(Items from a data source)
- - -

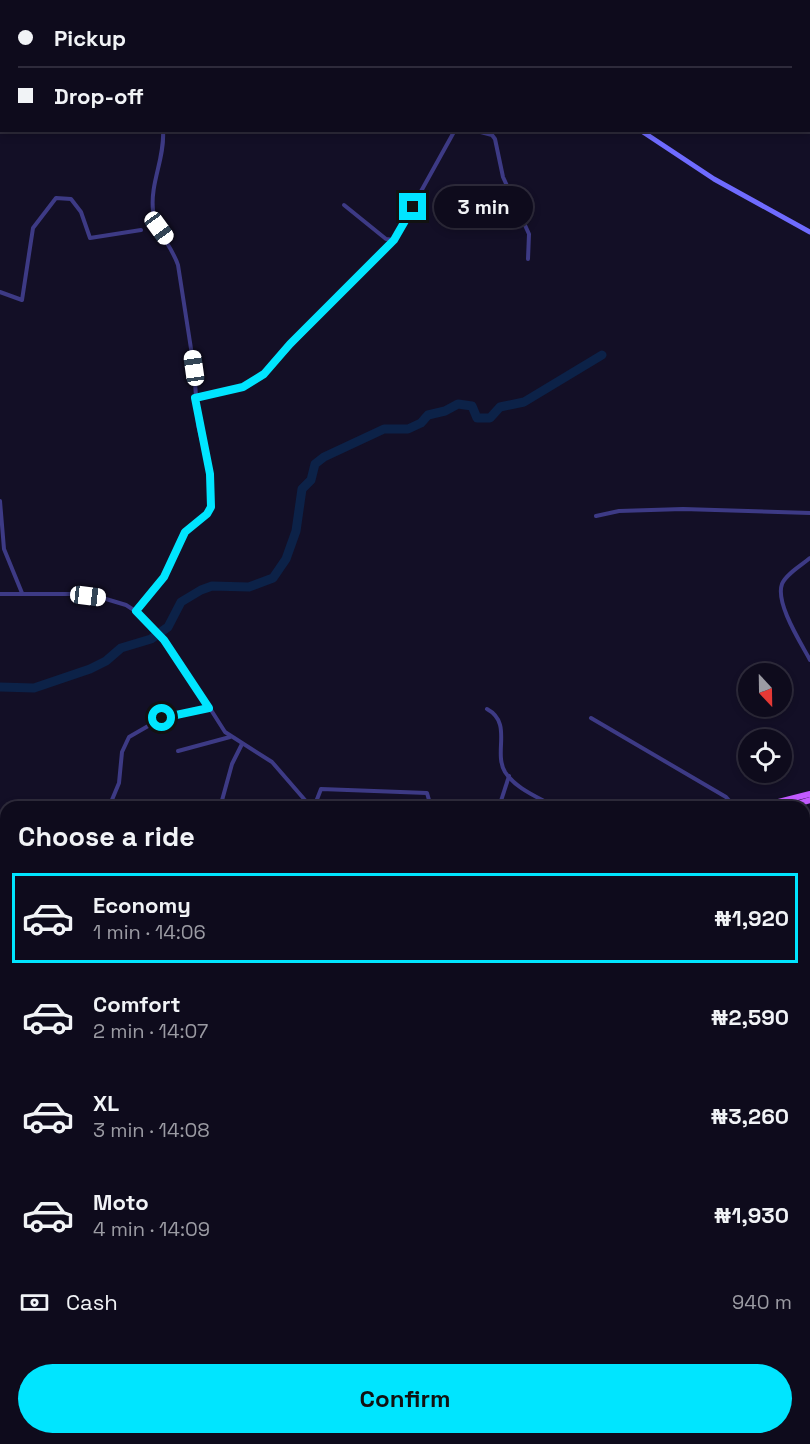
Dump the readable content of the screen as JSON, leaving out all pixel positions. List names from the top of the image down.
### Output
{
  "north": "bottom",
  "page": {
    "banner": ["Pickup", "Drop-off"],
    "bubble": "3 min",
    "heading": "Choose a ride",
    "list": [
      {
        "name": "Economy",
        "note": "1 min · 14:06",
        "value": "₦1,920"
      },
      {
        "name": "Comfort",
        "note": "2 min · 14:07",
        "value": "₦2,590"
      },
      {
        "name": "XL",
        "note": "3 min · 14:08",
        "value": "₦3,260"
      },
      {
        "name": "Moto",
        "note": "4 min · 14:09",
        "value": "₦1,930"
      }
    ],
    "pay": ["Cash", "940 m"],
    "buttons": "Confirm"
  }
}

- - -

◆ **WHAT TO WORK ON**
The preceding entries should be duplicated word for word; no picture belongs in the copy.

◆ **RESPONSE TO THE TASK**
Dump the readable content of the screen as JSON, leaving out all pixel positions. List names from the top of the image down.
### Output
{
  "north": "bottom",
  "page": {
    "banner": ["Pickup", "Drop-off"],
    "bubble": "3 min",
    "heading": "Choose a ride",
    "list": [
      {
        "name": "Economy",
        "note": "1 min · 14:06",
        "value": "₦1,920"
      },
      {
        "name": "Comfort",
        "note": "2 min · 14:07",
        "value": "₦2,590"
      },
      {
        "name": "XL",
        "note": "3 min · 14:08",
        "value": "₦3,260"
      },
      {
        "name": "Moto",
        "note": "4 min · 14:09",
        "value": "₦1,930"
      }
    ],
    "pay": ["Cash", "940 m"],
    "buttons": "Confirm"
  }
}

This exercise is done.